In Henry J. Adkins v. State of Indiana, No. 20S03-0709-CR-374, the Supreme Court Wednesday upheld Henry Adkins’ conviction of pointing a firearm as a Class D felony because during the trial he failed to bring up the issue of whether the gun was loaded or not. If it could be shown he pointed an unloaded gun, he would have been convicted only of a Class A misdemeanor.
Adkins presented an issue regarding the jury instructions, “… (I)f the State proved [all] of the elements of pointing a firearm, but the defendant proved by a preponderance of the evidence that the firearm was unloaded, then, and only then, may you find the defendant guilty of pointing an unloaded firearm.”
Adkins contended the state, not the defendant, has the burden of proving the “unloaded” element.
Adkins is correct, the Supreme Court found, because it interpreted Indiana Code Section 35-47-4-3(b) to mean an unloaded gun is a mitigating factor that reduces a defendant’s culpability from a felony to a misdemeanor, Justice Frank Sullivan wrote.

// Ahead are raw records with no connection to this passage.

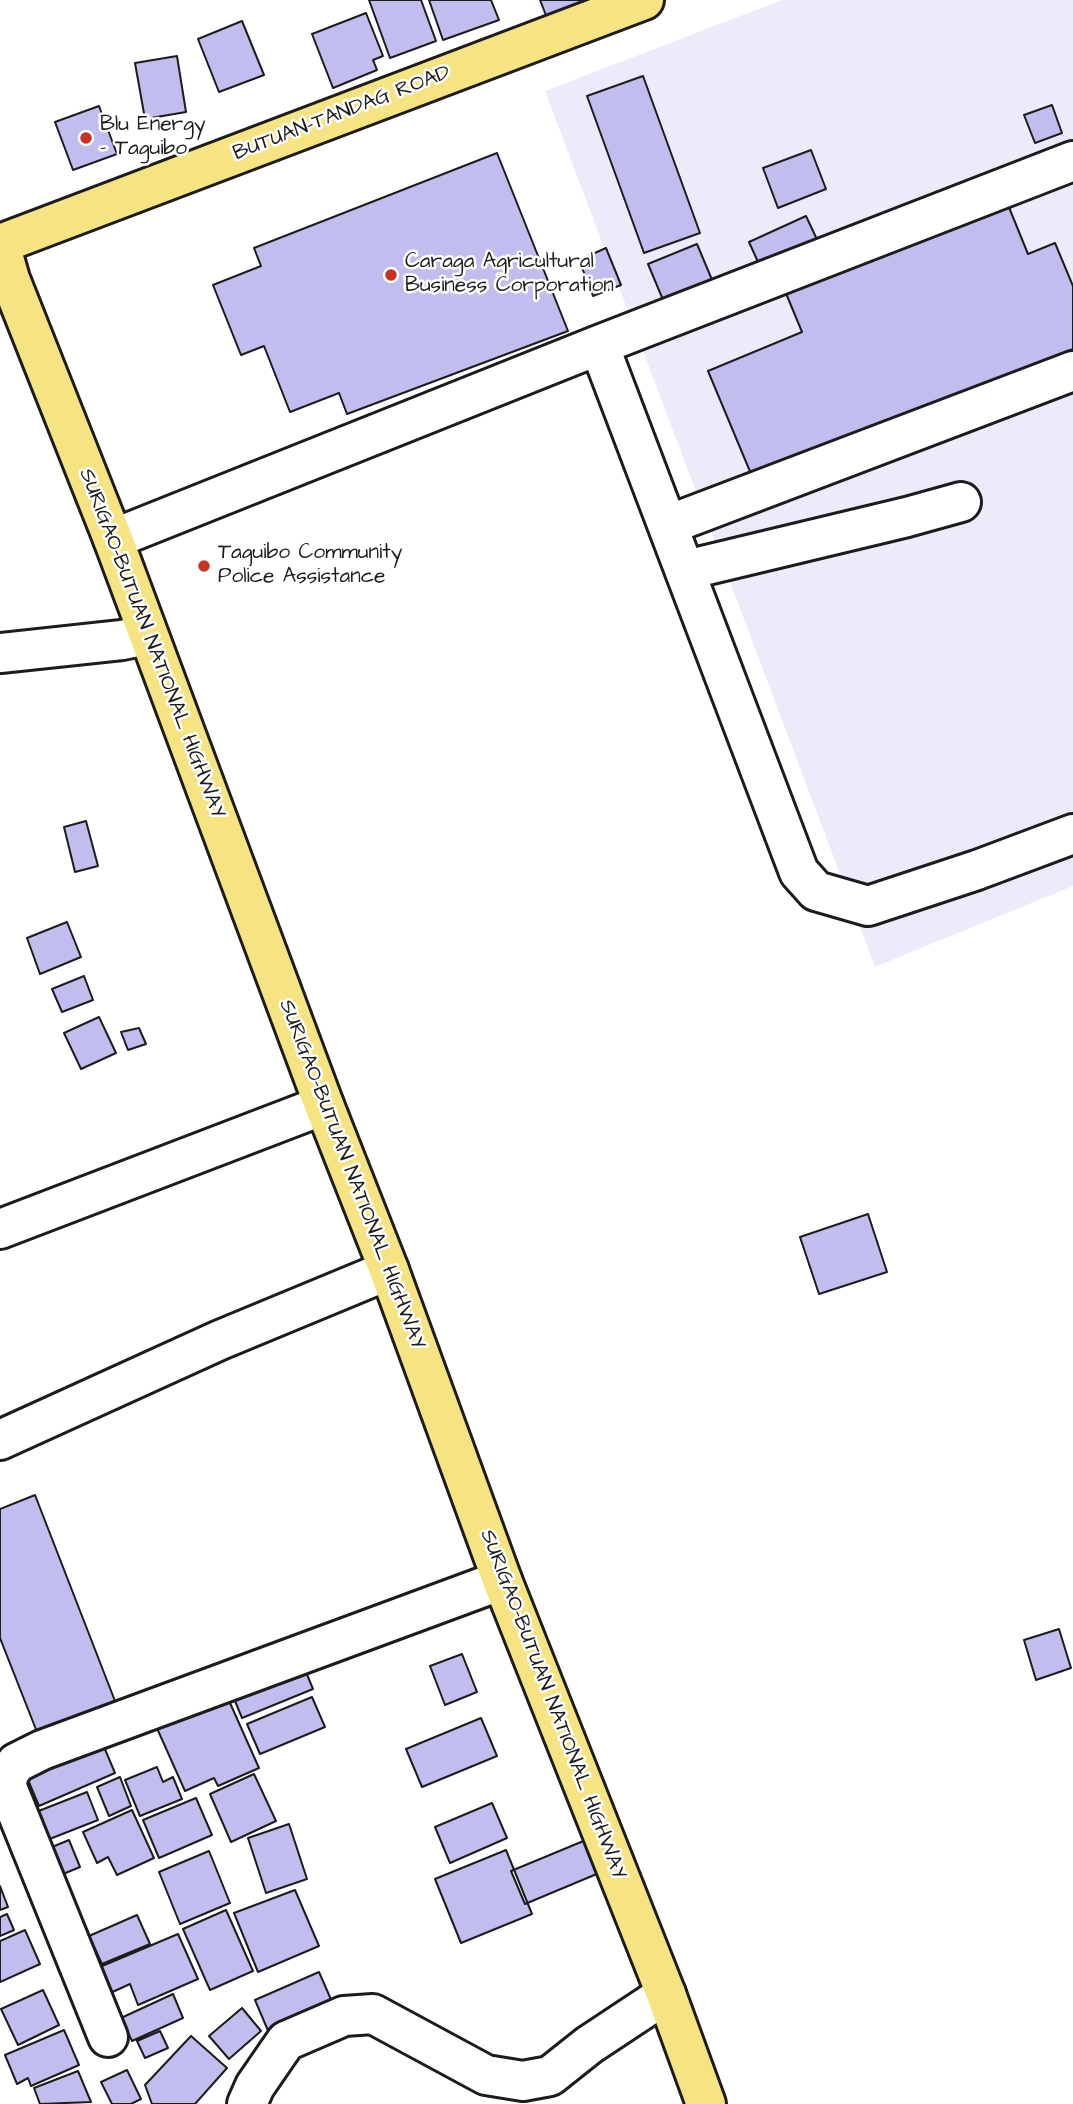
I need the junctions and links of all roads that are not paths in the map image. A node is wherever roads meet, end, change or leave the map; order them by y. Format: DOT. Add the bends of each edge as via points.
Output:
graph roads {
  1 [pos="644,0"];
  2 [pos="1073,161"];
  3 [pos="3,263"];
  4 [pos="599,345"];
  5 [pos="1073,371"];
  6 [pos="961,502"];
  7 [pos="668,525"];
  8 [pos="113,539"];
  9 [pos="686,570"];
  10 [pos="147,635"];
  11 [pos="0,653"];
  12 [pos="1073,834"];
  13 [pos="324,1105"];
  14 [pos="0,1228"];
  15 [pos="389,1270"];
  16 [pos="0,1440"];
  17 [pos="502,1580"];
  18 [pos="666,1994"];
  19 [pos="108,2037"];
  20 [pos="247,2104"];
  21 [pos="706,2104"];
  1 -- 3 [label="main road, BUTUAN-TANDAG ROAD"];
  2 -- 4 [label="street"];
  3 -- 8 [label="main road, SURIGAO-BUTUAN NATIONAL HIGHWAY"];
  4 -- 7 [label="street"];
  4 -- 8 [label="street"];
  5 -- 7 [label="street"];
  6 -- 9 [label="street"];
  7 -- 9 [label="street"];
  8 -- 10 [label="main road, SURIGAO-BUTUAN NATIONAL HIGHWAY"];
  9 -- 12 [label="street" via="799,872 816,891 868,906"];
  10 -- 11 [label="street"];
  10 -- 13 [label="main road, SURIGAO-BUTUAN NATIONAL HIGHWAY"];
  13 -- 14 [label="street"];
  13 -- 15 [label="main road, SURIGAO-BUTUAN NATIONAL HIGHWAY"];
  15 -- 16 [label="street" via="220,1340"];
  15 -- 17 [label="main road, SURIGAO-BUTUAN NATIONAL HIGHWAY"];
  17 -- 18 [label="main road, SURIGAO-BUTUAN NATIONAL HIGHWAY"];
  17 -- 19 [label="street" via="16,1763 8,1774 7,1787"];
  18 -- 20 [label="street" via="550,2076 523,2081 486,2075 373,2014 344,2016 286,2041"];
  18 -- 21 [label="main road, SURIGAO-BUTUAN NATIONAL HIGHWAY"];
}
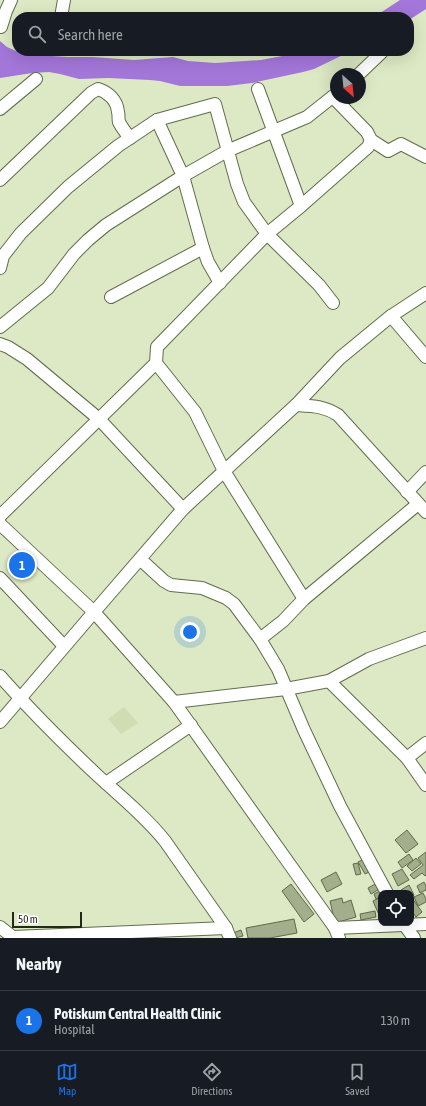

The high court compared the act of proving a gun was unloaded to the matter of establishing “sudden heat” in prosecutions of murder and held it applies with respect to Class A misdemeanor pointing a firearm.
If a defendant is charged with the Class D felony offense but wants to be convicted of the Class A misdemeanor, the defendant only bears the burden of placing the issue of whether the gun is unloaded when the state’s evidence has failed to do so. Then, the state must prove beyond a reasonable doubt that the firearm was loaded.
In this case, however, Adkins never offered evidence to suggest the firearm was unloaded when he pointed it at another person. In fact, there is evidence to show the gun was loaded when he pointed it, because afterward, witnesses testified they heard gunshots when Adkins was outside. Because of this, the instruction given by the trial court constituted a harmless error, Justice Sullivan wrote.